I follow after her through the crowd, stepping around someone with actual feathers stuck to a majority of their body. A sparrow? Who knows.

“Swinging distance?”

“It isn’t trivia night if a stool doesn’t almost go through the window.”

“What?” Her statement has me pausing right at the edge of the table we’ve been working our way towards, five heads with varying degrees of dark blonde hair bent close together and whispering. Layla clears her throat and the man closest to us shoots up in his seat, grin already pulling his mouth wide.

“Laaaaayla,” he sings, voice tilting down an octave at the end as he does his best Eric Clapton impersonation. Layla laughs and bends at the waist to kiss him on the cheek. His eyes slant to me and hold, and his grin turns mischievous. He has the same features as Beckett, but lighter somehow. Laugh lines deep by his eyes and around his mouth. I don’t notice the wheelchair until he pulls back slightly from the table, turning the wheels in my direction with one sure hand. “You must be Evelyn. My son is awfully evasive about you.”

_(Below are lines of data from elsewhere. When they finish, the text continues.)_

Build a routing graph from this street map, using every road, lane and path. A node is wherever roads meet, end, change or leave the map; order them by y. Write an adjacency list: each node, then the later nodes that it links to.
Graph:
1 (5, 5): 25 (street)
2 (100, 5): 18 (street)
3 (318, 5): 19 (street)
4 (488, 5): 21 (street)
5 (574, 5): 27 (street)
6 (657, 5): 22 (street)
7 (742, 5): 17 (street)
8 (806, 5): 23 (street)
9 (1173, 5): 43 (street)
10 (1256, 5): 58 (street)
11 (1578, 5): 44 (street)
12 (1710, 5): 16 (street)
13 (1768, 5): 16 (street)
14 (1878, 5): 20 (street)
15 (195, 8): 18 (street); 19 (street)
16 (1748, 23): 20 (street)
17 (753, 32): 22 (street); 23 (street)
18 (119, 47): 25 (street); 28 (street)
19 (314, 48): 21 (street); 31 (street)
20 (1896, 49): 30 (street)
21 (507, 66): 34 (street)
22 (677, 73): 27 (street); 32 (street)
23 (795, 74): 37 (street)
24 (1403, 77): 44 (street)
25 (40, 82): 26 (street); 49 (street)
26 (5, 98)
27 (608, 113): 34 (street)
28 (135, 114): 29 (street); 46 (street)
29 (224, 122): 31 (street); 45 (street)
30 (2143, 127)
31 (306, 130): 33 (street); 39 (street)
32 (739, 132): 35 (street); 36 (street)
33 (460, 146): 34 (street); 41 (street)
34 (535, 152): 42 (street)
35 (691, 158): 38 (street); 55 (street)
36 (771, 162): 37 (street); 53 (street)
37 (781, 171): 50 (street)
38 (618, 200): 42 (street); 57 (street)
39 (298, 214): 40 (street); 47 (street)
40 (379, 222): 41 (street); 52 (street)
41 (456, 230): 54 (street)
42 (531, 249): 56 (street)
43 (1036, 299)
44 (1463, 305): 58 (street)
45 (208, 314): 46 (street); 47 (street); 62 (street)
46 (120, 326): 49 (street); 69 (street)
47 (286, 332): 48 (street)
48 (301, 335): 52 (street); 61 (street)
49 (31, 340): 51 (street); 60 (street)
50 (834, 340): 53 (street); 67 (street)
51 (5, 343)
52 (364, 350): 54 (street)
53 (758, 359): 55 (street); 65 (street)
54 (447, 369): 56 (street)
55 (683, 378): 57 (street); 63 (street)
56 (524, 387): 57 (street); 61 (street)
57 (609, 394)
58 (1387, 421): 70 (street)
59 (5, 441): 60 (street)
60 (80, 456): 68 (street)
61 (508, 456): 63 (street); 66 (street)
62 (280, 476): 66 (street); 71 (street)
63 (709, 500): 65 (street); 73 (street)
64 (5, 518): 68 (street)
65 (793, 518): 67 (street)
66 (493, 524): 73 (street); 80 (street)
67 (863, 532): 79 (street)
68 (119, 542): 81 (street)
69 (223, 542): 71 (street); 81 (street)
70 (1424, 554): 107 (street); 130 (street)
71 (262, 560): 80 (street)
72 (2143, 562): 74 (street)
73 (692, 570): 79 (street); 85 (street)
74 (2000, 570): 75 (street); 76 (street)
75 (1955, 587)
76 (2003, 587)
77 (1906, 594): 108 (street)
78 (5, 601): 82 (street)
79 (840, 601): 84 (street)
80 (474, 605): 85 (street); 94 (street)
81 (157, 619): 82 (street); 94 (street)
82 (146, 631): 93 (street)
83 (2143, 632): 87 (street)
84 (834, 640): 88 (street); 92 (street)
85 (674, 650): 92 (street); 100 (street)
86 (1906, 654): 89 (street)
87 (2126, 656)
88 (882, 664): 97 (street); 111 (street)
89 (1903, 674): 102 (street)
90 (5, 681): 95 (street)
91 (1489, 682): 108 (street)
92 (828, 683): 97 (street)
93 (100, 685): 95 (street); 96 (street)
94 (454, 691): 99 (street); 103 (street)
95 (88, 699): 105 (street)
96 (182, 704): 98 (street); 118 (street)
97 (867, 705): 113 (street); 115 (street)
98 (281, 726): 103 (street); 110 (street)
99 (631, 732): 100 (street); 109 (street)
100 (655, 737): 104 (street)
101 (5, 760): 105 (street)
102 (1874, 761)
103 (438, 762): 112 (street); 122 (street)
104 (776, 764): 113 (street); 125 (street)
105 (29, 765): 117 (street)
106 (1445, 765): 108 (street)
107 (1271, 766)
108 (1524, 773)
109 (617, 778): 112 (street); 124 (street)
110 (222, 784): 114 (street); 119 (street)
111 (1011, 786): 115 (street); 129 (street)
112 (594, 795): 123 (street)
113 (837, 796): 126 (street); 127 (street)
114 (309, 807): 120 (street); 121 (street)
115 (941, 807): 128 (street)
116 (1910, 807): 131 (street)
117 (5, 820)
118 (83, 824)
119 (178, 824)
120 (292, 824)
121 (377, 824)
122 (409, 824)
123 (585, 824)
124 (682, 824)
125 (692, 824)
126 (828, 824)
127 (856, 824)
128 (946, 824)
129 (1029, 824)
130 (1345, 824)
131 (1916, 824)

“He’s evasive about everything,” the woman at his elbow mumbles, but she’s smiling too, familiar blue-green eyes on her kind face. Everyone at the table is wearing a different version of a flower crown, thick with seeded eucalyptus and magnolia leaves, perfect blooms of bright purple statice woven between. She pats the space across from her with a cat-that-got-the-canary smile. “Come sit with us.”

“Try not to sound like such a creep, Ness. Christ.” A small woman gripes, a french fry hanging out of her mouth like a cigarette. She gives me a little wave. “I’m Nova. I’m his favorite.”